- [Goal of the exercise] Restate every record word for word, without the pictures.

Stored entries:
↓

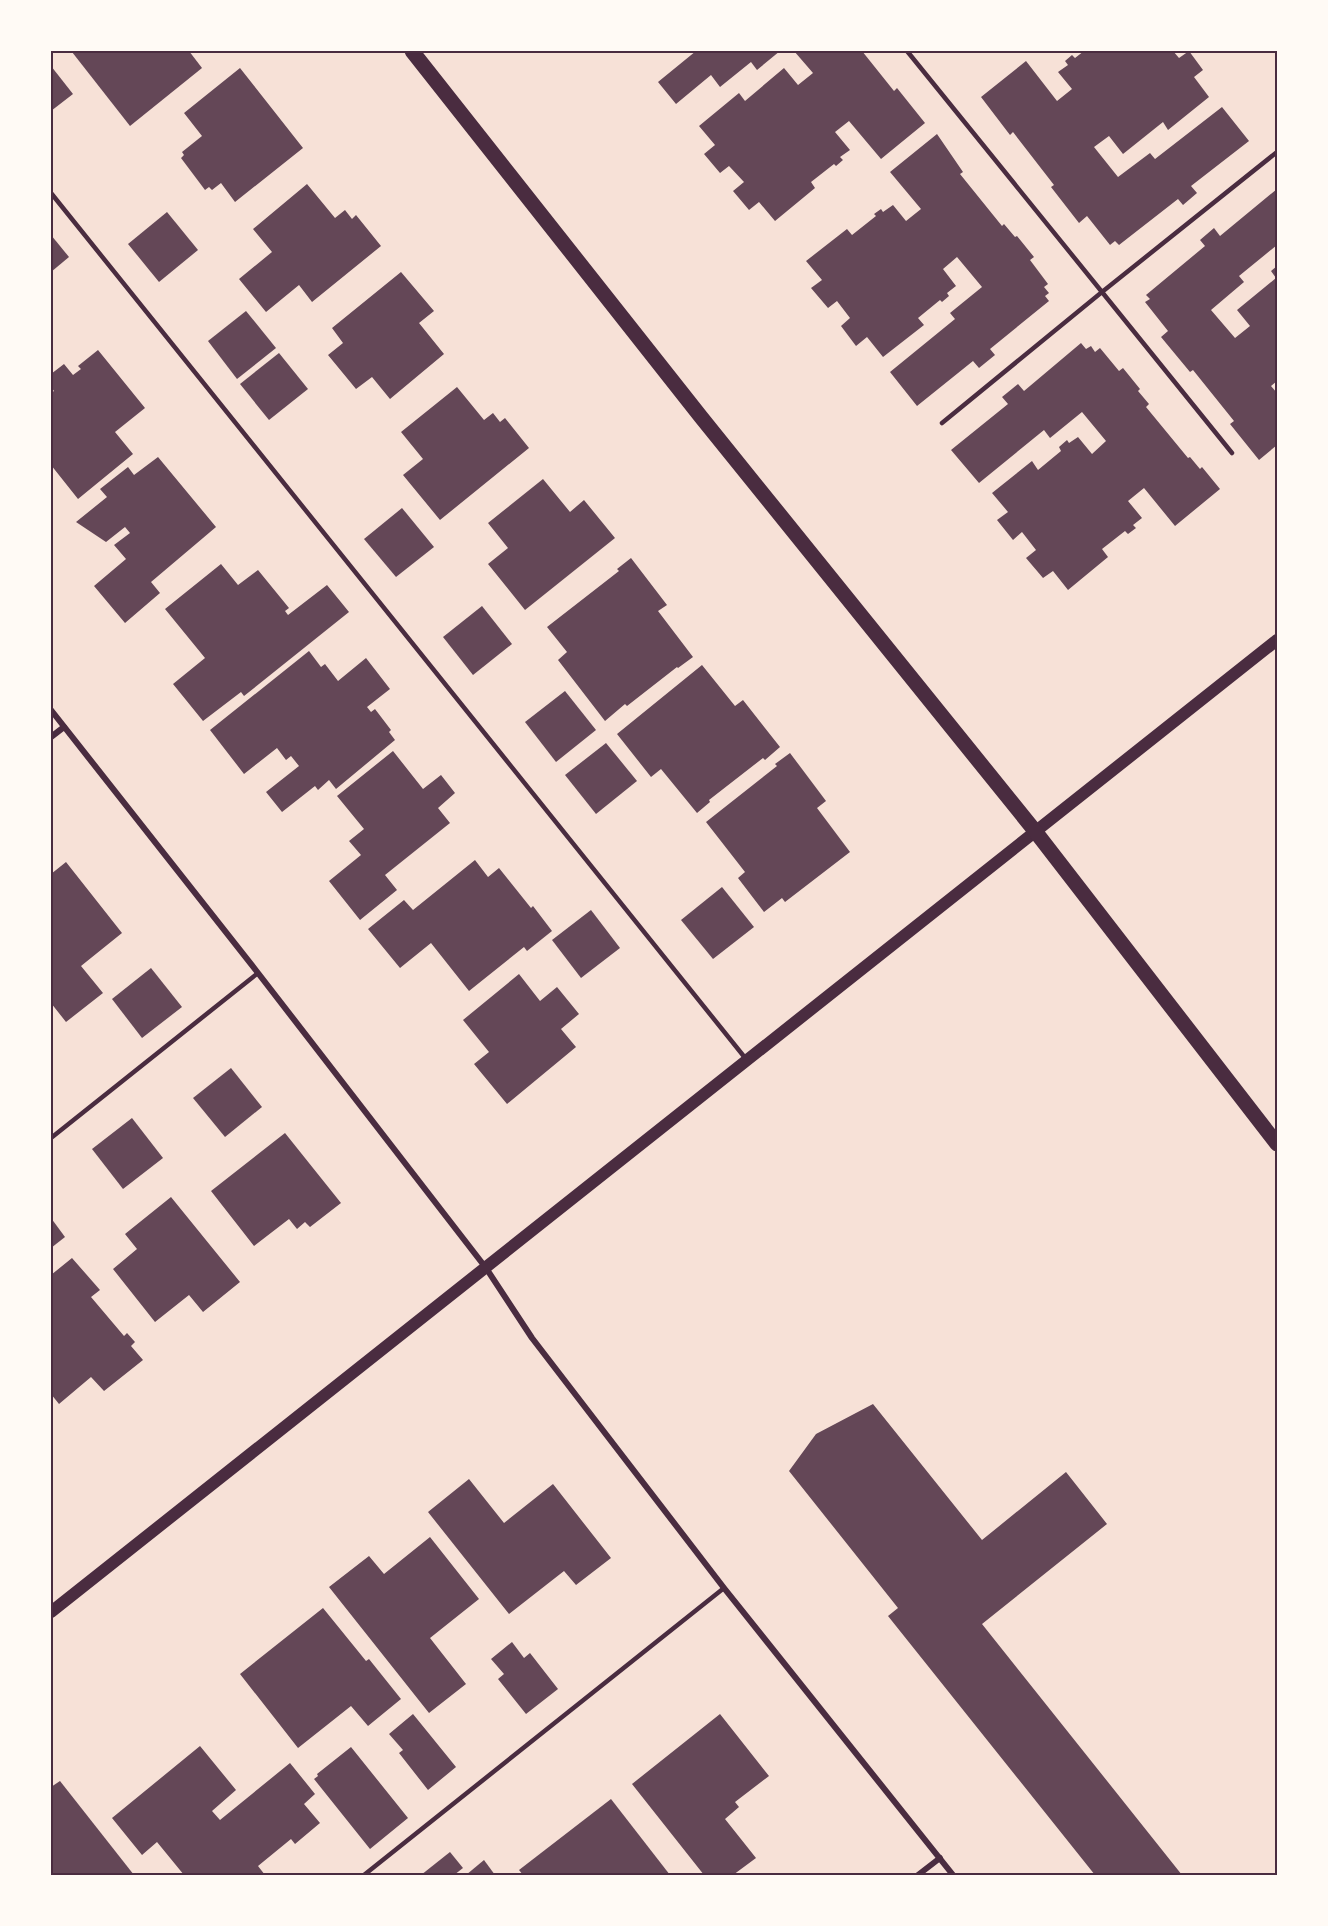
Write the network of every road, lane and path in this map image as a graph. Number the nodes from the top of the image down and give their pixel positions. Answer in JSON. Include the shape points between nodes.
{"nodes":[{"id":1,"x":412,"y":51,"type":"edge"},
{"id":2,"x":907,"y":51,"type":"edge"},
{"id":3,"x":1277,"y":152,"type":"edge"},
{"id":4,"x":51,"y":193,"type":"edge"},
{"id":5,"x":1102,"y":292,"type":"junction"},
{"id":6,"x":942,"y":423,"type":"dead end"},
{"id":7,"x":1232,"y":453,"type":"dead end"},
{"id":8,"x":1277,"y":640,"type":"edge"},
{"id":9,"x":51,"y":710,"type":"edge"},
{"id":10,"x":64,"y":727,"type":"junction"},
{"id":11,"x":51,"y":738,"type":"edge"},
{"id":12,"x":1035,"y":831,"type":"junction"},
{"id":13,"x":258,"y":973,"type":"junction"},
{"id":14,"x":747,"y":1060,"type":"junction"},
{"id":15,"x":51,"y":1138,"type":"edge"},
{"id":16,"x":1277,"y":1144,"type":"edge"},
{"id":17,"x":486,"y":1268,"type":"junction"},
{"id":18,"x":724,"y":1588,"type":"junction"},
{"id":19,"x":51,"y":1612,"type":"edge"},
{"id":20,"x":940,"y":1858,"type":"junction"},
{"id":21,"x":364,"y":1875,"type":"edge"},
{"id":22,"x":918,"y":1875,"type":"edge"},
{"id":23,"x":953,"y":1875,"type":"edge"}],
"edges":[{"from":1,"to":12,"type":"main road","via":[[700,417]]},
{"from":2,"to":5,"type":"lane"},
{"from":3,"to":5,"type":"lane"},
{"from":4,"to":14,"type":"lane"},
{"from":5,"to":6,"type":"lane"},
{"from":5,"to":7,"type":"lane"},
{"from":8,"to":12,"type":"main road"},
{"from":9,"to":10,"type":"street"},
{"from":10,"to":11,"type":"street"},
{"from":10,"to":13,"type":"street"},
{"from":12,"to":14,"type":"main road"},
{"from":12,"to":16,"type":"main road"},
{"from":13,"to":15,"type":"lane"},
{"from":13,"to":17,"type":"street"},
{"from":14,"to":17,"type":"main road"},
{"from":17,"to":18,"type":"street","via":[[532,1338]]},
{"from":17,"to":19,"type":"main road"},
{"from":18,"to":20,"type":"street"},
{"from":18,"to":21,"type":"lane"},
{"from":20,"to":22,"type":"street"},
{"from":20,"to":23,"type":"street"}]}
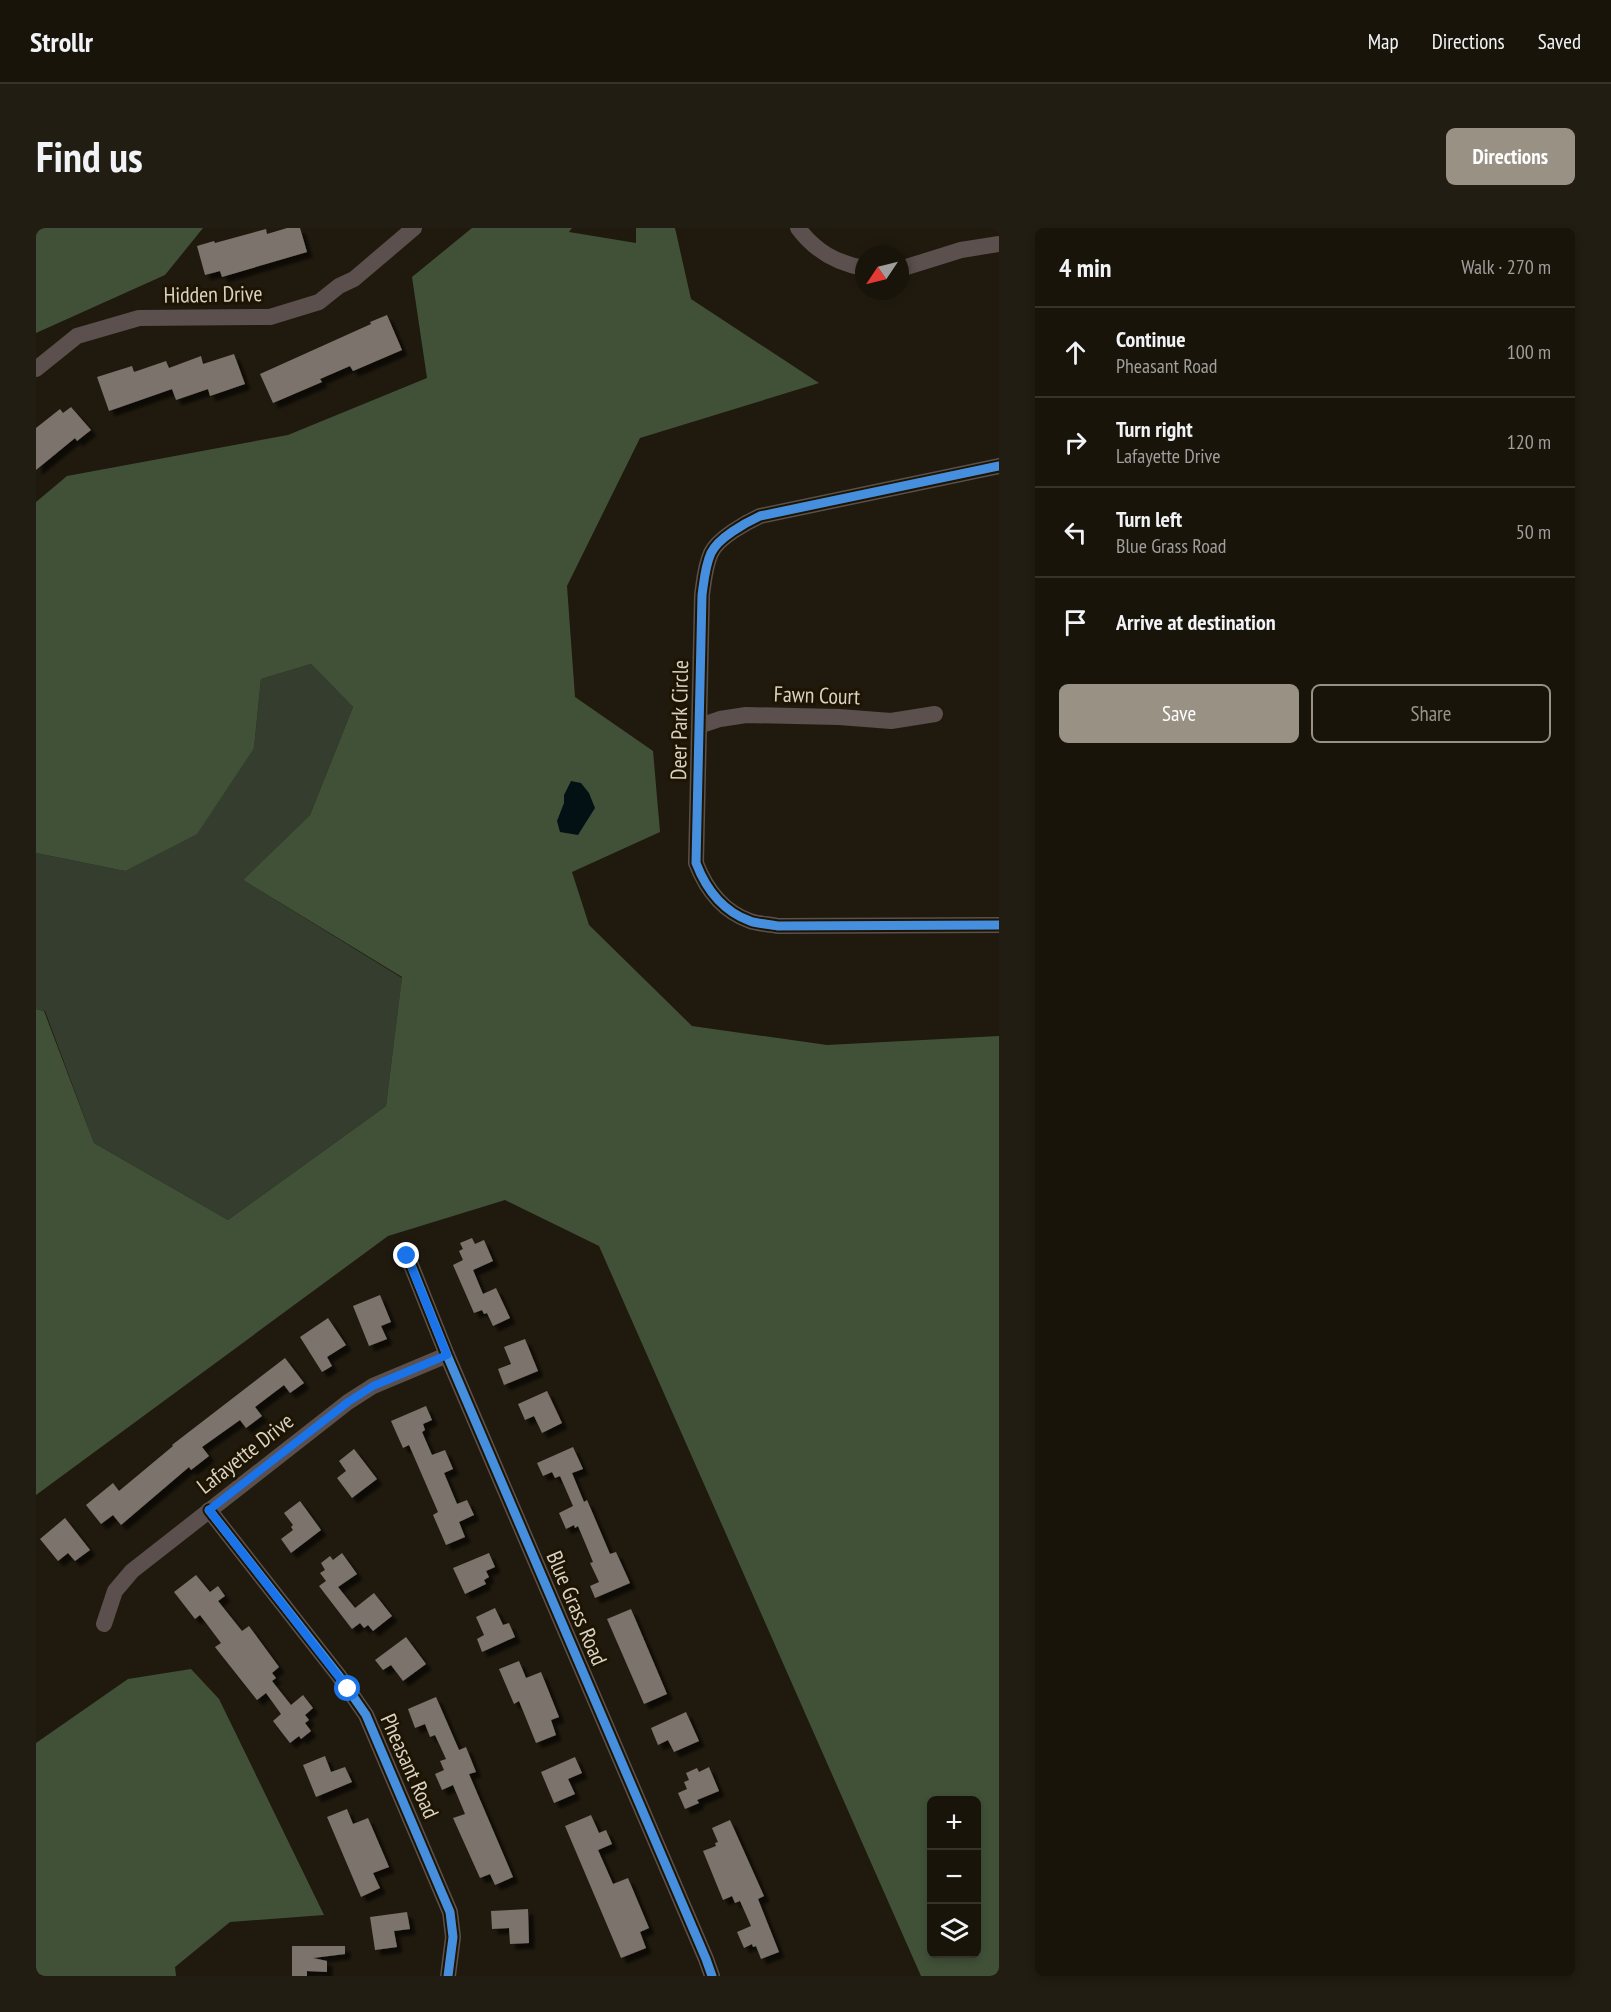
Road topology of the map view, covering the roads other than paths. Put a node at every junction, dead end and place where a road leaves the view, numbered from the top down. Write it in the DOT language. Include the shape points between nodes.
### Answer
graph roads {
  1 [pos="414,228"];
  2 [pos="798,228"];
  3 [pos="999,244"];
  4 [pos="855,266"];
  5 [pos="909,266"];
  6 [pos="36,369"];
  7 [pos="999,466"];
  8 [pos="935,714"];
  9 [pos="699,726"];
  10 [pos="999,925"];
  11 [pos="407,1256"];
  12 [pos="447,1355"];
  13 [pos="209,1510"];
  14 [pos="104,1624"];
  15 [pos="448,1976"];
  16 [pos="712,1976"];
  1 -- 6 [label="street, Hidden Drive" via="354,279 319,302 270,317 139,318 77,336"];
  2 -- 4 [label="street" via="825,255"];
  3 -- 5 [label="street" via="961,250"];
  7 -- 9 [label="street, Deer Park Circle" via="760,516 720,542 711,552 702,596"];
  8 -- 9 [label="street, Fawn Court" via="891,721 746,715"];
  9 -- 10 [label="street, Deer Park Circle" via="696,862 703,882 724,906 750,921 778,926"];
  11 -- 12 [label="street, Blue Grass Road"];
  12 -- 13 [label="street, Lafayette Drive" via="373,1386 348,1402"];
  12 -- 16 [label="street, Blue Grass Road"];
  13 -- 14 [label="street, Lafayette Drive" via="123,1580 109,1604"];
  13 -- 15 [label="street, Pheasant Road" via="339,1676 372,1725 450,1912 453,1937"];
}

↑

- [Problem solution]
Write the network of every road, lane and path in this map image as a graph. Number the nodes from the top of the image down and give their pixel positions. Answer in JSON. Include the shape points between nodes.
{"nodes":[{"id":1,"x":412,"y":51,"type":"edge"},
{"id":2,"x":907,"y":51,"type":"edge"},
{"id":3,"x":1277,"y":152,"type":"edge"},
{"id":4,"x":51,"y":193,"type":"edge"},
{"id":5,"x":1102,"y":292,"type":"junction"},
{"id":6,"x":942,"y":423,"type":"dead end"},
{"id":7,"x":1232,"y":453,"type":"dead end"},
{"id":8,"x":1277,"y":640,"type":"edge"},
{"id":9,"x":51,"y":710,"type":"edge"},
{"id":10,"x":64,"y":727,"type":"junction"},
{"id":11,"x":51,"y":738,"type":"edge"},
{"id":12,"x":1035,"y":831,"type":"junction"},
{"id":13,"x":258,"y":973,"type":"junction"},
{"id":14,"x":747,"y":1060,"type":"junction"},
{"id":15,"x":51,"y":1138,"type":"edge"},
{"id":16,"x":1277,"y":1144,"type":"edge"},
{"id":17,"x":486,"y":1268,"type":"junction"},
{"id":18,"x":724,"y":1588,"type":"junction"},
{"id":19,"x":51,"y":1612,"type":"edge"},
{"id":20,"x":940,"y":1858,"type":"junction"},
{"id":21,"x":364,"y":1875,"type":"edge"},
{"id":22,"x":918,"y":1875,"type":"edge"},
{"id":23,"x":953,"y":1875,"type":"edge"}],
"edges":[{"from":1,"to":12,"type":"main road","via":[[700,417]]},
{"from":2,"to":5,"type":"lane"},
{"from":3,"to":5,"type":"lane"},
{"from":4,"to":14,"type":"lane"},
{"from":5,"to":6,"type":"lane"},
{"from":5,"to":7,"type":"lane"},
{"from":8,"to":12,"type":"main road"},
{"from":9,"to":10,"type":"street"},
{"from":10,"to":11,"type":"street"},
{"from":10,"to":13,"type":"street"},
{"from":12,"to":14,"type":"main road"},
{"from":12,"to":16,"type":"main road"},
{"from":13,"to":15,"type":"lane"},
{"from":13,"to":17,"type":"street"},
{"from":14,"to":17,"type":"main road"},
{"from":17,"to":18,"type":"street","via":[[532,1338]]},
{"from":17,"to":19,"type":"main road"},
{"from":18,"to":20,"type":"street"},
{"from":18,"to":21,"type":"lane"},
{"from":20,"to":22,"type":"street"},
{"from":20,"to":23,"type":"street"}]}
Road topology of the map view, covering the roads other than paths. Put a node at every junction, dead end and place where a road leaves the view, numbered from the top down. Write it in the DOT language. Include the shape points between nodes.
### Answer
graph roads {
  1 [pos="414,228"];
  2 [pos="798,228"];
  3 [pos="999,244"];
  4 [pos="855,266"];
  5 [pos="909,266"];
  6 [pos="36,369"];
  7 [pos="999,466"];
  8 [pos="935,714"];
  9 [pos="699,726"];
  10 [pos="999,925"];
  11 [pos="407,1256"];
  12 [pos="447,1355"];
  13 [pos="209,1510"];
  14 [pos="104,1624"];
  15 [pos="448,1976"];
  16 [pos="712,1976"];
  1 -- 6 [label="street, Hidden Drive" via="354,279 319,302 270,317 139,318 77,336"];
  2 -- 4 [label="street" via="825,255"];
  3 -- 5 [label="street" via="961,250"];
  7 -- 9 [label="street, Deer Park Circle" via="760,516 720,542 711,552 702,596"];
  8 -- 9 [label="street, Fawn Court" via="891,721 746,715"];
  9 -- 10 [label="street, Deer Park Circle" via="696,862 703,882 724,906 750,921 778,926"];
  11 -- 12 [label="street, Blue Grass Road"];
  12 -- 13 [label="street, Lafayette Drive" via="373,1386 348,1402"];
  12 -- 16 [label="street, Blue Grass Road"];
  13 -- 14 [label="street, Lafayette Drive" via="123,1580 109,1604"];
  13 -- 15 [label="street, Pheasant Road" via="339,1676 372,1725 450,1912 453,1937"];
}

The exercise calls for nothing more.